**What the task asks:**
Entries follow. Return each line that contains the word "paths".
[[ Task input, beginning ]]
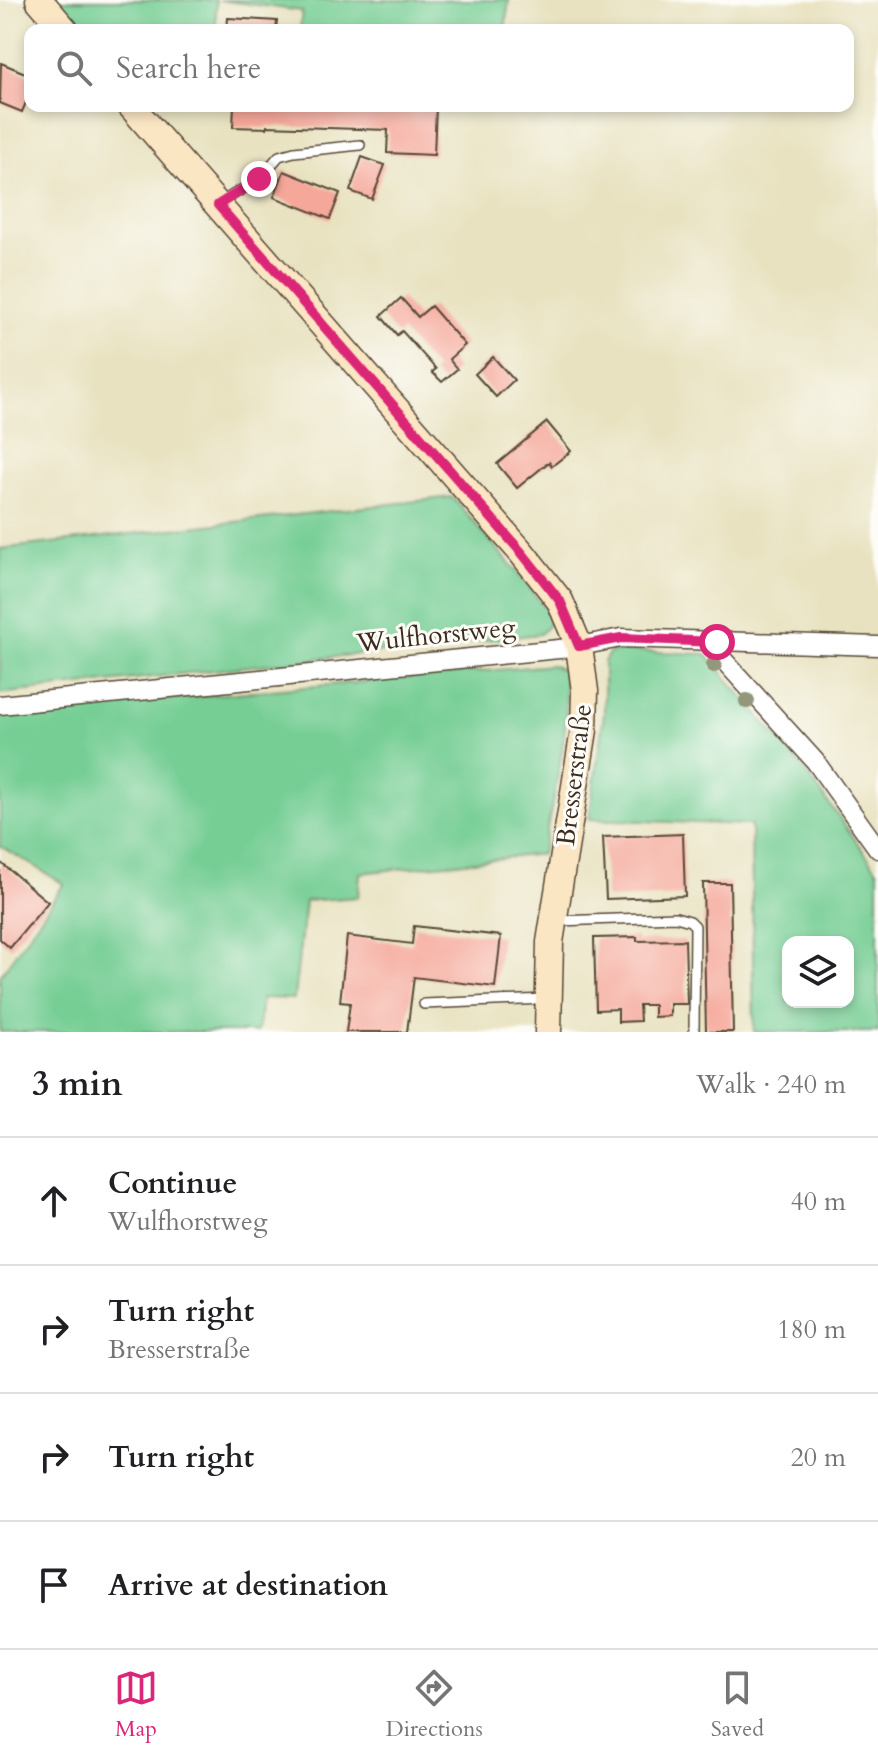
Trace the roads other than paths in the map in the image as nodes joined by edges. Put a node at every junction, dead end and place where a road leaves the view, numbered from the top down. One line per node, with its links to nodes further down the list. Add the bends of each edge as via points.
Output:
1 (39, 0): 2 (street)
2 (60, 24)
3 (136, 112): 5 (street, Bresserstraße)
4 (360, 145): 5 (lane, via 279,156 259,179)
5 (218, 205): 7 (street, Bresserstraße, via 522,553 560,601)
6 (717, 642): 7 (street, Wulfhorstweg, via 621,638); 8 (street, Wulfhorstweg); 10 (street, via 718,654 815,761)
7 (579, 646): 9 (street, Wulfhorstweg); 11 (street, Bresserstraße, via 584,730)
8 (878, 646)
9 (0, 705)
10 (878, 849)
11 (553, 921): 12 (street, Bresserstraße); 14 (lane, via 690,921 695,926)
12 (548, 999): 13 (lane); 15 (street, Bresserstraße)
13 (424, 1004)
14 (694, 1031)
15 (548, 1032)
[[ Task input, end ]]
[[ Task input, beginning ]]
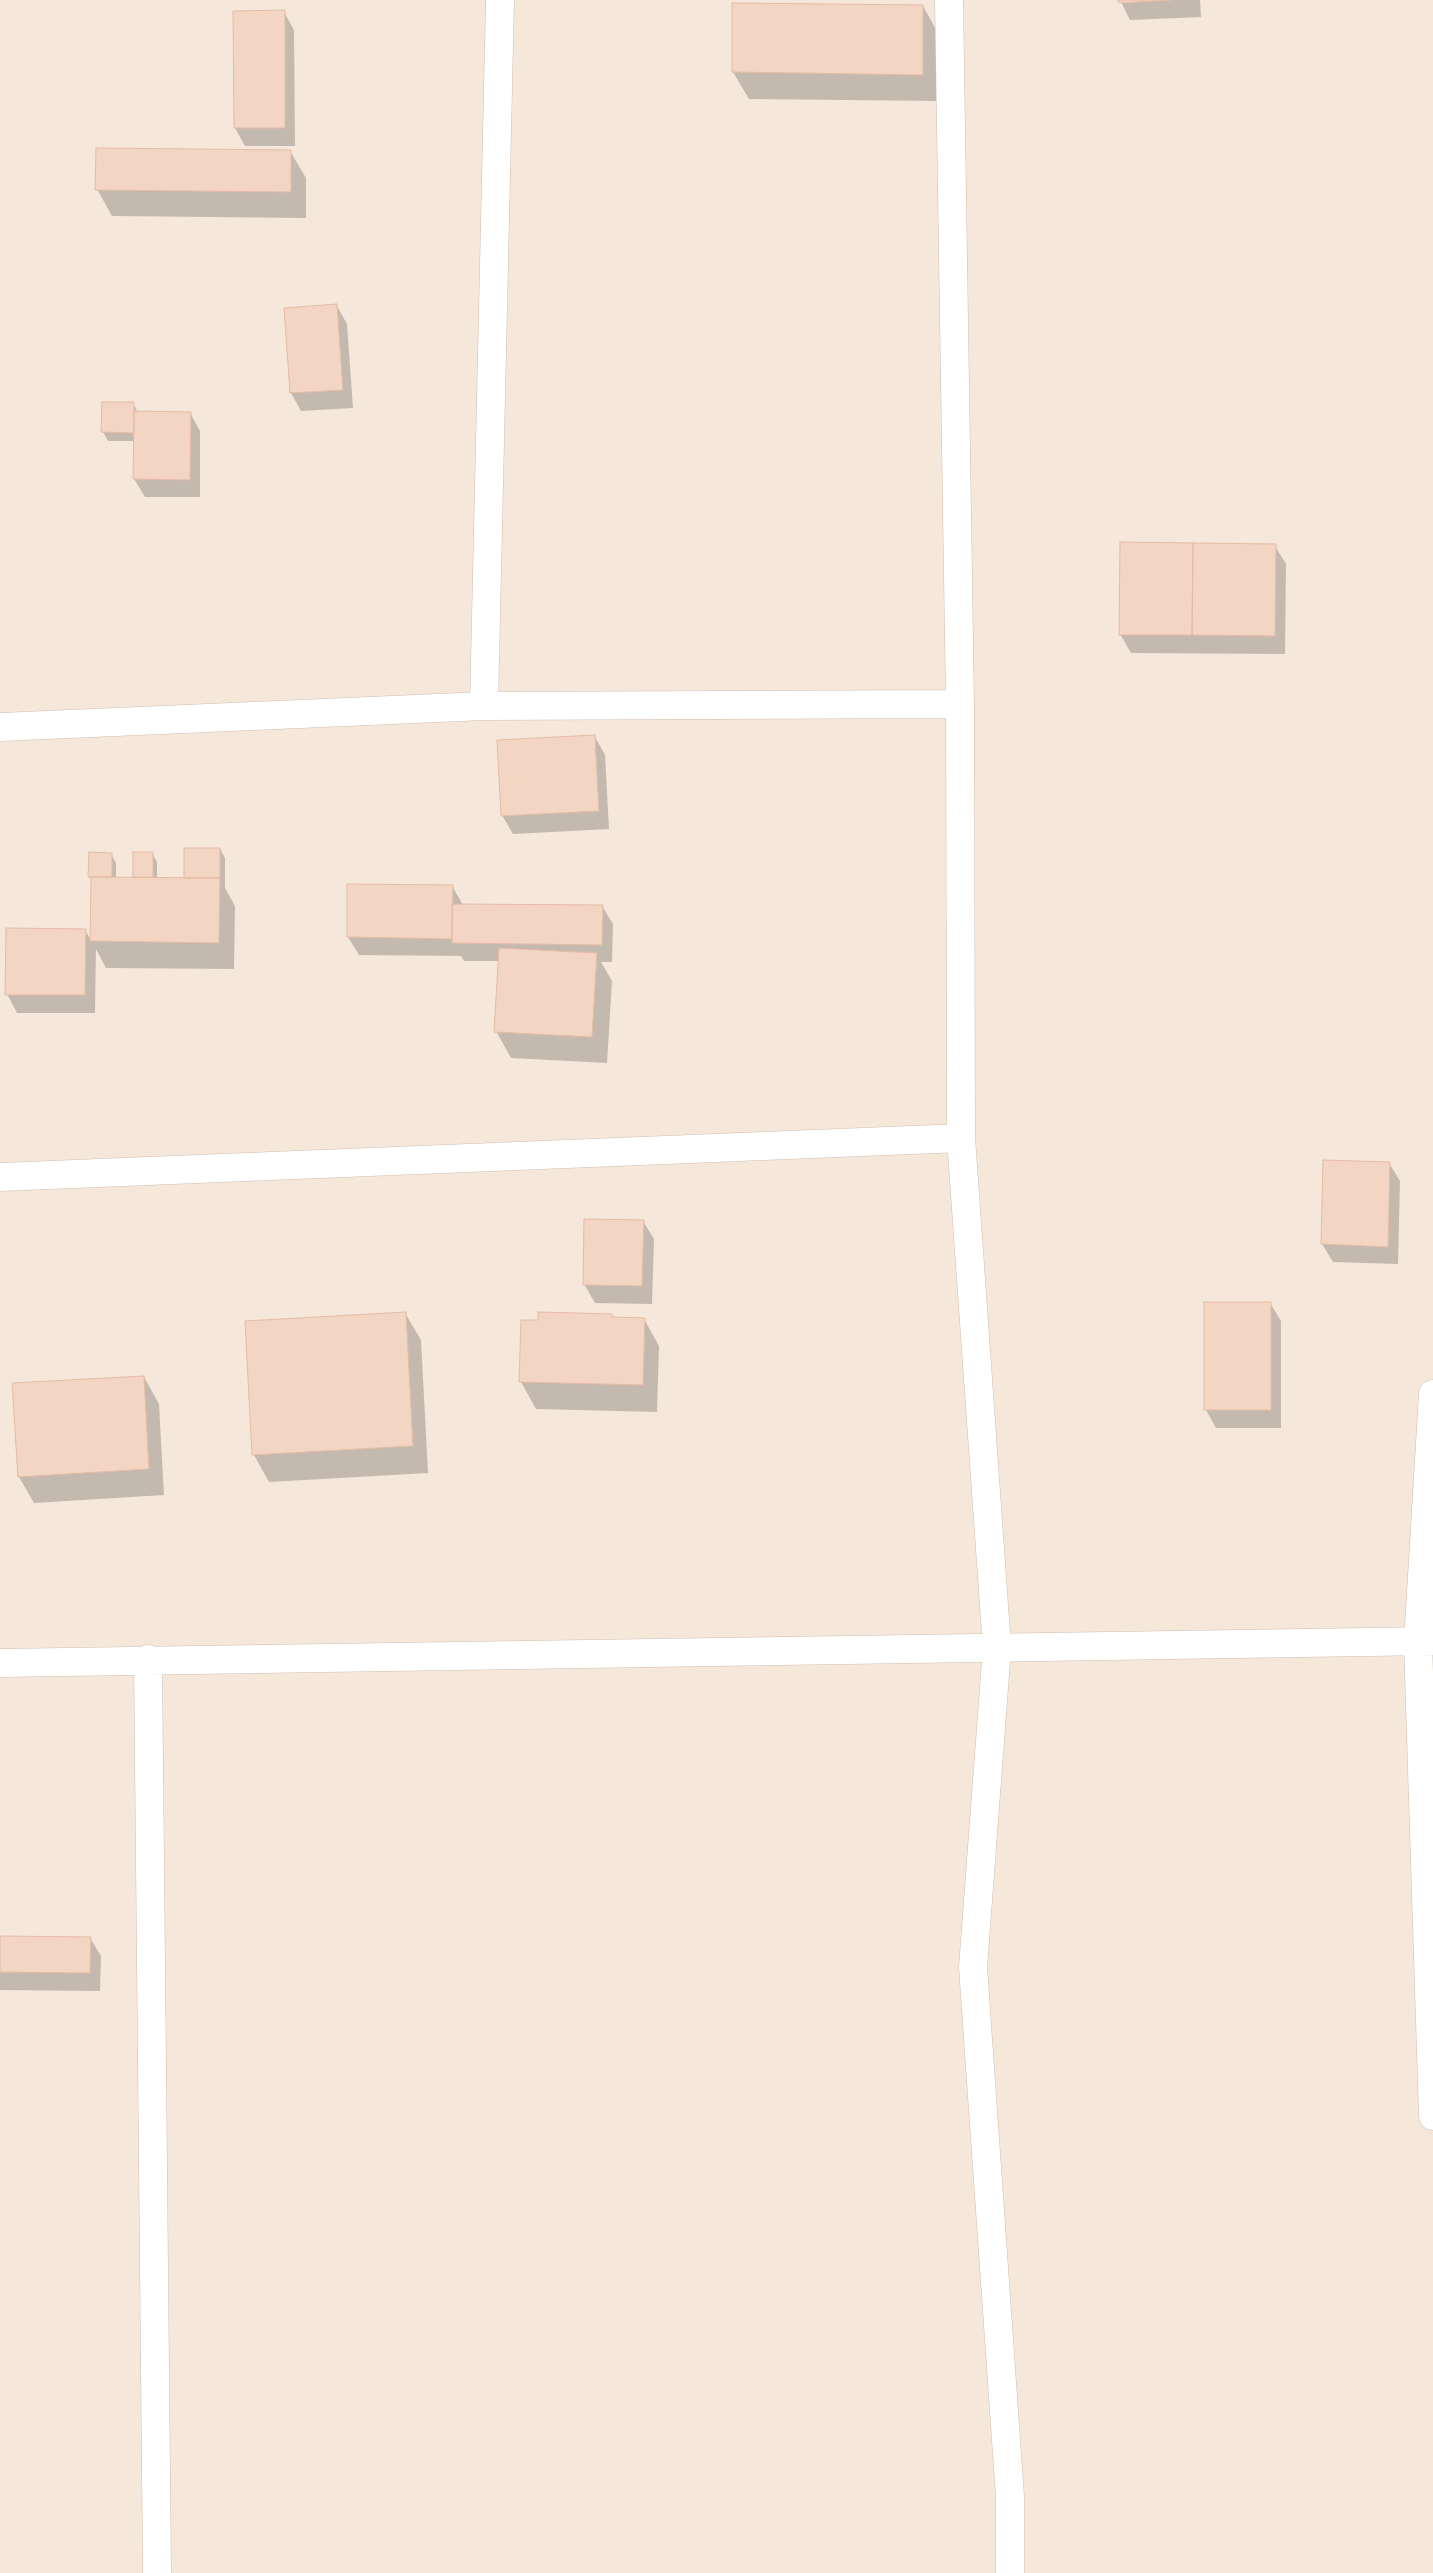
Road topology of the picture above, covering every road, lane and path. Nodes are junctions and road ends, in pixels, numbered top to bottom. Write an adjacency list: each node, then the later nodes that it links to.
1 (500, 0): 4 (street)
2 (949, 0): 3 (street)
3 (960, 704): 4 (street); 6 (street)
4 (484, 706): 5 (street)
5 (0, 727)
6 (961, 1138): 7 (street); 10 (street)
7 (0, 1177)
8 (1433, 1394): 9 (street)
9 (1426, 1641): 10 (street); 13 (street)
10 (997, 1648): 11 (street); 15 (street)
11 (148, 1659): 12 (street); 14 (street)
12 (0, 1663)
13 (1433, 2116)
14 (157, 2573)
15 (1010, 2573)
[[ Task input, end ]]
[[ Task input, beginning ]]
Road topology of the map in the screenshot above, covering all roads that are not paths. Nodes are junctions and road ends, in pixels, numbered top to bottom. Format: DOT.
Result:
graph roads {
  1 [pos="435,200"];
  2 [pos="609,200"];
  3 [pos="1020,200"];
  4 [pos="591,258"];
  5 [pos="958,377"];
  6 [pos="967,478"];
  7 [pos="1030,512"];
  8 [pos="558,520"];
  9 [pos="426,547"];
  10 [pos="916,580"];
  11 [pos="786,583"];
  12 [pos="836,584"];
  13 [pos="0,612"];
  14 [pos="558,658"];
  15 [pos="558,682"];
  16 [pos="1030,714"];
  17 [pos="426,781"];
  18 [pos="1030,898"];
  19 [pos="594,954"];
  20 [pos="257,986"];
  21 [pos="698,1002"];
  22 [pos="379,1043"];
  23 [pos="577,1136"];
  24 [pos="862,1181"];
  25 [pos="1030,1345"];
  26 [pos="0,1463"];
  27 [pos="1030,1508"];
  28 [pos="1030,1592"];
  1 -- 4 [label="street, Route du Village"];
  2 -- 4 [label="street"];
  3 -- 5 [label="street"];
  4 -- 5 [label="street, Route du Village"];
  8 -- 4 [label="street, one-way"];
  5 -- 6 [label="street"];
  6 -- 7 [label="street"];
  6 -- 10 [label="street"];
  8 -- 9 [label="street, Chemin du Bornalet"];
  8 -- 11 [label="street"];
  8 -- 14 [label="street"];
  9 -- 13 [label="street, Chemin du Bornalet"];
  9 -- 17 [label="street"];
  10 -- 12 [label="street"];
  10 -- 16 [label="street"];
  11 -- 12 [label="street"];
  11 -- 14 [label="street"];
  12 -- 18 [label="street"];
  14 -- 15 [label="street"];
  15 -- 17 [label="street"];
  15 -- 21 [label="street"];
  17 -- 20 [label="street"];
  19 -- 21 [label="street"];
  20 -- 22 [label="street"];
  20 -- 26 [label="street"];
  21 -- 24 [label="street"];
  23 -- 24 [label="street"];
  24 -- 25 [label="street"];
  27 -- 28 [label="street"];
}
[[ Task input, end ]]
**Task output:**
Trace the roads other than paths in the map in the image as nodes joined by edges. Put a node at every junction, dead end and place where a road leaves the view, numbered from the top down. One line per node, with its links to nodes further down the list. Add the bends of each edge as via points.
Road topology of the map in the screenshot above, covering all roads that are not paths. Nodes are junctions and road ends, in pixels, numbered top to bottom. Format: DOT.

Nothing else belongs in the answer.